Städtetrip mit Kleinkind - auch Lilly genießt den Spaziergang entlang der Ill.

Von Café zu Café treiben lassen

Die nächsten Tage ließen wir uns einfach nur durch die Stadt treiben. Mittags schlief Lilly im Kinderwagen und wir setzten uns auf das nächste schöne Plätzchen in der Sonne, wo wir dann mal ganz entspannt einen Café oder ein Verre de Vin einnahmen.

Wir haben ein schönes Plätzchen in der Sonne gefunden...
... und während Lilly schläft, genießen wir ein kühles Erfrischungsgetränk.

Familiencafés gibt es auch in Straßburg. Bei oh my Goodness waren wir z.b. frühstücken. Es ist wirklich ganz atmosphärisch eingerichtet und hat eine Spielecke mit Spielen und Puzzle für jedes Alter. Oh my Goodness ist Partner einiger sozialer Projekte in Straßburg und möchte auch andere Menschen dazu ermutigen sich ehrenamtlich zu engagieren. Auch die Speisekarte sieht ganz köstlich aus - Kaffee, englisches Gebäck, Frühstück, Brunch, gefrorene Getränke oder Mittagsmenüs, hier ist alles hausgemacht! Aber Vorsicht, am Wochenende gilt eine andere Speisekarte, dann gibt es nur Brunch und man hat keine Auswahl zwischen den verschiednen Frühstückstellern. Es war super lecker, aber ein bisschen überteuert. Daher mein Tipp: lieber an einem Wochentag dort frühstücken gehen. Der leckere New York Cheesecake hat zum Abschluss aber alles wieder gut gemacht. Weitere sehr empfehlenswerte Cafés mit leckeren Kuchen sind das Bloom oder What the Cake.

oh my goodness - bester New York Cheesecake in Straßburg!

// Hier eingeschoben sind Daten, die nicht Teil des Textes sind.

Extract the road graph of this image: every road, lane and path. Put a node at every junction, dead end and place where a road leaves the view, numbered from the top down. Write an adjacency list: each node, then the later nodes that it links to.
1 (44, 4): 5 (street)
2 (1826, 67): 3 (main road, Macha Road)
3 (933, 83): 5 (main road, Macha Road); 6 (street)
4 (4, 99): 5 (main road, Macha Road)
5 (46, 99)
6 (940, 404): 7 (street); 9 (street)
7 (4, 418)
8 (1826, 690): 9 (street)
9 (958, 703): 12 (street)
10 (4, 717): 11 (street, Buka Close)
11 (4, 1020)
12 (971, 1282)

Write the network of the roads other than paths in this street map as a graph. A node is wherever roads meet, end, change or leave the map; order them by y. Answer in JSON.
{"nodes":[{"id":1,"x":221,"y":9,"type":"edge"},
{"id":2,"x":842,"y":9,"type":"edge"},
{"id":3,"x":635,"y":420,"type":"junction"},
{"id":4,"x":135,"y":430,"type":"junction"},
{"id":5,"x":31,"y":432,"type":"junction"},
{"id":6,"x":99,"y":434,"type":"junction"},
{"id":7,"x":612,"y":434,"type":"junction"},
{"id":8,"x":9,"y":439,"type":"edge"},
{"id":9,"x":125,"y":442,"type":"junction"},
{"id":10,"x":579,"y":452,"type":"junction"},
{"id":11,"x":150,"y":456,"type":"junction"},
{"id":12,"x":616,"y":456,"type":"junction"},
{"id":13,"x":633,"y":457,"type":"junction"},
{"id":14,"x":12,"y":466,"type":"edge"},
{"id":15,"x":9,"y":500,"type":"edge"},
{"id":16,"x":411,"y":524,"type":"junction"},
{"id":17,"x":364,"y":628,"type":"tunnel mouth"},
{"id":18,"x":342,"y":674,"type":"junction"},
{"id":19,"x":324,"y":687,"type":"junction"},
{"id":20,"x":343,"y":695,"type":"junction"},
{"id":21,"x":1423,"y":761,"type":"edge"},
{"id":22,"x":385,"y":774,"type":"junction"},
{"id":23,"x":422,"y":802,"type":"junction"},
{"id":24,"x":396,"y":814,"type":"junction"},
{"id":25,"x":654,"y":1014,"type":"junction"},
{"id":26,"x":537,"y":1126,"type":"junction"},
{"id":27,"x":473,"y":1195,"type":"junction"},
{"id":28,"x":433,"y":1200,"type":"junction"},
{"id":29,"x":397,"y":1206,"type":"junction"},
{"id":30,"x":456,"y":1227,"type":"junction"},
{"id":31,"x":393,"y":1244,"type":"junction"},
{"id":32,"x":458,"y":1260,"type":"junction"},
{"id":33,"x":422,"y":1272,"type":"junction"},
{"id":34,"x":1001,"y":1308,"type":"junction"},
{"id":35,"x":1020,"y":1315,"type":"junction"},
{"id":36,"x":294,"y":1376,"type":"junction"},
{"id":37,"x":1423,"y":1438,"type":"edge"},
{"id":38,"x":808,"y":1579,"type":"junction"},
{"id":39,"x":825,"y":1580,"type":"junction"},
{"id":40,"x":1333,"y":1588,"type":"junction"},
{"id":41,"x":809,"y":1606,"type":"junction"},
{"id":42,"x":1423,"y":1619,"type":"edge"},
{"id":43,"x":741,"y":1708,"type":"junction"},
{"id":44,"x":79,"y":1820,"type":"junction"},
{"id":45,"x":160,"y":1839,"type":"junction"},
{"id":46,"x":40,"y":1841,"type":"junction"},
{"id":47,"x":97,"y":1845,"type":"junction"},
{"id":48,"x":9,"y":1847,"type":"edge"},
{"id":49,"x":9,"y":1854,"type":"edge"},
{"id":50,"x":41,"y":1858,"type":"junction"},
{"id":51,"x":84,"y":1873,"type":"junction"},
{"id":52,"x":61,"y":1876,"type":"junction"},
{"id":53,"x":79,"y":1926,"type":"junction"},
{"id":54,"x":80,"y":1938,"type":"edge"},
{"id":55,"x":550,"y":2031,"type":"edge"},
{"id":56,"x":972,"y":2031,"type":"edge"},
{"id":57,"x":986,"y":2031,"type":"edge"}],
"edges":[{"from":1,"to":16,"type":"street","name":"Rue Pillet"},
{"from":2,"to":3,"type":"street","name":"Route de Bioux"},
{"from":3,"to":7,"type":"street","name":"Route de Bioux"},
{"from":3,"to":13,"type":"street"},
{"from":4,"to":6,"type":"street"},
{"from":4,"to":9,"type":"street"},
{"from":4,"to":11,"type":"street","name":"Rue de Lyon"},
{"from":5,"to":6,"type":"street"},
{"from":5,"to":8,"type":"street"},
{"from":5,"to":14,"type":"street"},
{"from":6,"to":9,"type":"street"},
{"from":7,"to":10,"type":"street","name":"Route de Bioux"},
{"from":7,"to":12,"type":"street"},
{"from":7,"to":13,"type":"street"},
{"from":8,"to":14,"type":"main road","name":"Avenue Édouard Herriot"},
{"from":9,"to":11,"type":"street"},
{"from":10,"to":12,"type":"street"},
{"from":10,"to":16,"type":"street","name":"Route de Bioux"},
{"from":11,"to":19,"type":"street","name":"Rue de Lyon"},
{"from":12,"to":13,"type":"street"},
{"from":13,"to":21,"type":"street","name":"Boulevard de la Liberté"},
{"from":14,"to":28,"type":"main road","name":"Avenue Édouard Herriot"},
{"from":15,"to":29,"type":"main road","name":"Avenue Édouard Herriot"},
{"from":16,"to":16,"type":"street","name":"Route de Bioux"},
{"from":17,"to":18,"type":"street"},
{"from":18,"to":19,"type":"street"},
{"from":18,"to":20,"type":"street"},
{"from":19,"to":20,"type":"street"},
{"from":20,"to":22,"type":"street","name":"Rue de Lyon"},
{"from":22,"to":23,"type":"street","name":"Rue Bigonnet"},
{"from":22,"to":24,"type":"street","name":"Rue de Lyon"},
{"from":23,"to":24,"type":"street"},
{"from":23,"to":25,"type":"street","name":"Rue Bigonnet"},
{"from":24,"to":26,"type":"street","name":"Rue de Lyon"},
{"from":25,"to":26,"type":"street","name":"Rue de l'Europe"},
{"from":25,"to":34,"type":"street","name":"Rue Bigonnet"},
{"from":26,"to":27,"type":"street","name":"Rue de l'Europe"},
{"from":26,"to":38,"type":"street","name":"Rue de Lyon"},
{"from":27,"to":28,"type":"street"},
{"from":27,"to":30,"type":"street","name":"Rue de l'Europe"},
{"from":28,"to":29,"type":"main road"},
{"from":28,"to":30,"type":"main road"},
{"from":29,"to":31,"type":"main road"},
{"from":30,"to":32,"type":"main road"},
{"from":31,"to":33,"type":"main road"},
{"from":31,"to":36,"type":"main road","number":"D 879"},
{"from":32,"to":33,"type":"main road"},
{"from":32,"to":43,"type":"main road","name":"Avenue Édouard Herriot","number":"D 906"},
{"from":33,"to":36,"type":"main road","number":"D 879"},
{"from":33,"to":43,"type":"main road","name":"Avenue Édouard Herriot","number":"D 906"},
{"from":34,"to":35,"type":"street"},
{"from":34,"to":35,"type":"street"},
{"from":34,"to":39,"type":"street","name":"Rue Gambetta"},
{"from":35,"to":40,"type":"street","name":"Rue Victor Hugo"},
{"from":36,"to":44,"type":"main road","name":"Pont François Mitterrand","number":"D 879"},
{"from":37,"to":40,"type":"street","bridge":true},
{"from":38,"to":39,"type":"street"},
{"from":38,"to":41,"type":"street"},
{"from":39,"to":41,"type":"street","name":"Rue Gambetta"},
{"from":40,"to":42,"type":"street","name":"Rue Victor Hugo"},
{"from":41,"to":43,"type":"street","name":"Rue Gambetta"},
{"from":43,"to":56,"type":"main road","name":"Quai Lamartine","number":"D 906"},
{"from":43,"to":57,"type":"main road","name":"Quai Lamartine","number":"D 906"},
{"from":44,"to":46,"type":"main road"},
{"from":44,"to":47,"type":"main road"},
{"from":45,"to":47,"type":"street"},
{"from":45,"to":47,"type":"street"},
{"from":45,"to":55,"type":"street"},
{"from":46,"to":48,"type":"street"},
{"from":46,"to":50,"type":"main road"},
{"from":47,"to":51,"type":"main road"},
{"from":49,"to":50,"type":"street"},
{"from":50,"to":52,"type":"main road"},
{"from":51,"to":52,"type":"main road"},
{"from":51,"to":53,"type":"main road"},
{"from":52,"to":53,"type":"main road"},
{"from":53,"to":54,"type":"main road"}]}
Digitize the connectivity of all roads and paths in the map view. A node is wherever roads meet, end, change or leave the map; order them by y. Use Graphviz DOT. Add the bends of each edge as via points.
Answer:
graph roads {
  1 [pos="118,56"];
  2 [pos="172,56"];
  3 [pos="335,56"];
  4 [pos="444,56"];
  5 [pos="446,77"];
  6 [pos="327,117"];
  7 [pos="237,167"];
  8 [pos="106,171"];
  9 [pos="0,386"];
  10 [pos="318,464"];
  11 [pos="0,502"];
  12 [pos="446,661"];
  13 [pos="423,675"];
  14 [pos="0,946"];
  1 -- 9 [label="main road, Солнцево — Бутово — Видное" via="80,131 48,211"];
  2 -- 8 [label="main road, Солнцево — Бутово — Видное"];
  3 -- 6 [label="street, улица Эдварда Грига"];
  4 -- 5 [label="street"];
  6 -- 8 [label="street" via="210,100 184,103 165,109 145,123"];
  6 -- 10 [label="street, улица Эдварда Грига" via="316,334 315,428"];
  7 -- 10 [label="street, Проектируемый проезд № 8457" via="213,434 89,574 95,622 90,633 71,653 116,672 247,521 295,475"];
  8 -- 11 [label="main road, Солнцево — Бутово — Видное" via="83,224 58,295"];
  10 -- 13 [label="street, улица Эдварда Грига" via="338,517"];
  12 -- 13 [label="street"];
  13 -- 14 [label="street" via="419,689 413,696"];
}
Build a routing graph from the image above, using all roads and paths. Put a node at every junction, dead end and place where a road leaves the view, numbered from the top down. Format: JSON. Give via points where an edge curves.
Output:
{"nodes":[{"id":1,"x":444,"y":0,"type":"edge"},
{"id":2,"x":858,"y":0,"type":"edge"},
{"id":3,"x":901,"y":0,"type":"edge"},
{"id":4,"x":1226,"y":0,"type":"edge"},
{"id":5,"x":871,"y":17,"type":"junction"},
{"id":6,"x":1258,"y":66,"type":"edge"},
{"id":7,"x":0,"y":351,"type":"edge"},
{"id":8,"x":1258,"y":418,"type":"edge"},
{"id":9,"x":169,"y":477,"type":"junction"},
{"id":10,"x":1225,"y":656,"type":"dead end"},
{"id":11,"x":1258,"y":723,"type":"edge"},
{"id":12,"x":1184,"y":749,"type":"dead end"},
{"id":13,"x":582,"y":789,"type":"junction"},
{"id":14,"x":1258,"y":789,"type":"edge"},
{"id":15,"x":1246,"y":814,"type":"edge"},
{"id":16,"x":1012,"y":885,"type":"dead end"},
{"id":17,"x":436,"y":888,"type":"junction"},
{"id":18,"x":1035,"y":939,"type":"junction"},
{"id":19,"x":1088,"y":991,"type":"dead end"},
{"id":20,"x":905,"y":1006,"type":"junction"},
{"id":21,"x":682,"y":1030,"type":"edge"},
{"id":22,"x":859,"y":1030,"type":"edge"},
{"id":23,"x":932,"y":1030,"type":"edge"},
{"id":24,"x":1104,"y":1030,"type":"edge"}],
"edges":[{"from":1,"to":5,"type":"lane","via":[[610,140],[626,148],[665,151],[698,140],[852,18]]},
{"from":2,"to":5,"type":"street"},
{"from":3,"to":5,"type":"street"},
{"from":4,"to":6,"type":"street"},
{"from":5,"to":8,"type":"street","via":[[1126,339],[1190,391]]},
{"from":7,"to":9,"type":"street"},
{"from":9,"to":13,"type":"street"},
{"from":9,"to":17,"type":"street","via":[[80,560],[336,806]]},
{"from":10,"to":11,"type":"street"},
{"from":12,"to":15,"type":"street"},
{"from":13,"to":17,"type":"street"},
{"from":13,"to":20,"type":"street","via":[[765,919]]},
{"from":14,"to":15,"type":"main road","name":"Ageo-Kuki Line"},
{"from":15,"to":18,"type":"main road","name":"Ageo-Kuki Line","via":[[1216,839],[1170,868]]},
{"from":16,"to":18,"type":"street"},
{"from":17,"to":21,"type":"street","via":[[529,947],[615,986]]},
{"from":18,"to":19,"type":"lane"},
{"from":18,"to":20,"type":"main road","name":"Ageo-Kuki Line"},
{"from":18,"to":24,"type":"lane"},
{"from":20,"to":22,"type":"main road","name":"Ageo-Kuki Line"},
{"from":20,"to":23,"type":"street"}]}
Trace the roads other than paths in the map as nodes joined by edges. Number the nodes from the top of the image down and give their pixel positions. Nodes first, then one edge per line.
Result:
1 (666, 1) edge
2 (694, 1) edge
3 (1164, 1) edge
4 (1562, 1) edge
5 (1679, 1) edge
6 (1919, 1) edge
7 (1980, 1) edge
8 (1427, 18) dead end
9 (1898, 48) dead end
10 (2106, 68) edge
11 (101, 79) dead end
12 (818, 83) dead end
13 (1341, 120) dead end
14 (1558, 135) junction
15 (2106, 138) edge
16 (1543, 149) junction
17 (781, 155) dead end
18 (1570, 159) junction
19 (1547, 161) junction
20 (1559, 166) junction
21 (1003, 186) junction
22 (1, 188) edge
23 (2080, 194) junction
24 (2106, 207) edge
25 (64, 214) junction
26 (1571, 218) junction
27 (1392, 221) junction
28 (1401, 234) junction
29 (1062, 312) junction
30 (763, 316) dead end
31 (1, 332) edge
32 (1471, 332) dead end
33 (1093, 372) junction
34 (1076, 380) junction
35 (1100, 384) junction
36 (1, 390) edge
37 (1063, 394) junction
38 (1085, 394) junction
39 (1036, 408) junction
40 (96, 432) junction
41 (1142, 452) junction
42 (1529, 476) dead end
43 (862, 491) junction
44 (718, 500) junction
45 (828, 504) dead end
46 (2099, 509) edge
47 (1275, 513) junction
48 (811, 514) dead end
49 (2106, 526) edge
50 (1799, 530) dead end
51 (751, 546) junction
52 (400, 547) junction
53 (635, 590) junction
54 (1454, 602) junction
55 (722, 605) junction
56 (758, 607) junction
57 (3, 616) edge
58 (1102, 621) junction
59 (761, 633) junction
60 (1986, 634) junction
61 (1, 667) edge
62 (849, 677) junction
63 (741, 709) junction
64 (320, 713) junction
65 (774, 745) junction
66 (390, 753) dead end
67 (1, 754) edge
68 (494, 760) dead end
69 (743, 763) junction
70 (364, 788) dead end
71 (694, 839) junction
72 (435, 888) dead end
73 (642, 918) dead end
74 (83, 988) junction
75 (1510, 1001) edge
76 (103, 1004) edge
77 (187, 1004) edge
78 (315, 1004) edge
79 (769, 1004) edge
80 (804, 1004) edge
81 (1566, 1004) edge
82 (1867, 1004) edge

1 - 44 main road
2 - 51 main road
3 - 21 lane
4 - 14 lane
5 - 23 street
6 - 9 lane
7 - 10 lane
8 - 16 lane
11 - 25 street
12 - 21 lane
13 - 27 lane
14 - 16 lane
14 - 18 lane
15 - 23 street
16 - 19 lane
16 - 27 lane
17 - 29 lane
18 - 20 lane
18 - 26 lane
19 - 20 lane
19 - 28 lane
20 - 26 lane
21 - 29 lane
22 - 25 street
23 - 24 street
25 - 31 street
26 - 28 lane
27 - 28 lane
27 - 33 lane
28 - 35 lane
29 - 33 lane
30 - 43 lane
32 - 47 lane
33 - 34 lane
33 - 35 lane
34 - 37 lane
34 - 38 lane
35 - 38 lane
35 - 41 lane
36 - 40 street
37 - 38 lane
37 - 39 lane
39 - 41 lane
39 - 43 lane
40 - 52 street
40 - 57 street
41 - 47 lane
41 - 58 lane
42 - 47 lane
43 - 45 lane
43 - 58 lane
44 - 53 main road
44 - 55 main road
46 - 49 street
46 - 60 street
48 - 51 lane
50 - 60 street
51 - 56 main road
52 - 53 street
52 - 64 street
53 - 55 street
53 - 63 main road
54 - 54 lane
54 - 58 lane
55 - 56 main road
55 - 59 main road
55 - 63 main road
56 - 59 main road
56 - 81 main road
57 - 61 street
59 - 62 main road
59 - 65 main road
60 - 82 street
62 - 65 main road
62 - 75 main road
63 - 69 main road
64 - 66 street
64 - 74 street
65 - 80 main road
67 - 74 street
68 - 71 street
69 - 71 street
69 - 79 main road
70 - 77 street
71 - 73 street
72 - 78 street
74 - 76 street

Das Meteor ist eine Brasserie, Bar und Brauerei - eine riesige Location, wo immer etwas los ist. Sie ist ideal gelegen, im Herzen der Stadt Straßburg. Auch hier kann man gut frühstücken und den ganzen Tag die elsässische Küche und vor allem das Meteor Biersortiment entdecken.

So ein Städtetrip macht durstig - deswegen gibt es ein Gläschen französischen Weißwein
... ein Meteor Bier
... und ein Aperol Spritz!

Eine Bootstour durch die 2000 jährige Geschichte Strassburgs

Ein Wochenende in Straßburg mit Klein kind - Lilly wartet gespannt auf die Bootstour.

Zum Ende unseres Städtetrips in Straßburgs gab es noch eine Bootstour. Gestartet sind wir in der Stadtmitte. Die einstündige Bootstour führte uns in das Herz dreier Vorzeigeviertel der Stadt: Grande Ile, die kaiserliche Neustadt und das Europaviertel. Zunächst tuckerten wir vorbei an den Toren des Rohan-Palasts, zu dem uns bereits bekannten Viertel Petite France, seiner Kanäle und der ehemaligen Eisfabrik. Dann überquerten wir die Schleusen und ließen uns von den Gedeckten Brücken sowie vom Vauban-Damm aus der Zeit Ludwig XIV verzaubern. Auch für Lilly war so eine Bootstour spannend, obwohl sie von der Geschichte, die aus den Kopfhörern erklang verständlicherweise nichts wissen wollte.

Wir erkunden das alte Gerberviertel vom Boot aus.

Weiter ging die Bootstour durch die Neustadt Straßburgs, die während der deutschen Annexion von Elsaß-Mosel zwischen 1871 und 1918 errichtetet wurde. Dies führte zu einer Verdreifachung des Stadtgebiets und verlieh Straßburg sämtliche, für den Empfang des deutschen Kaisers unabdingbaren Attribute einer Reichshauptstadt. Auch die im Stil des Historismus errichteten Gebäude wie der Rhein-Palast, die Oper, die Bibliothek oder der Universitätspalast weisen noch heute auf die städtebaulichen Maßnahmen des deutschen Kaiserreichs hin.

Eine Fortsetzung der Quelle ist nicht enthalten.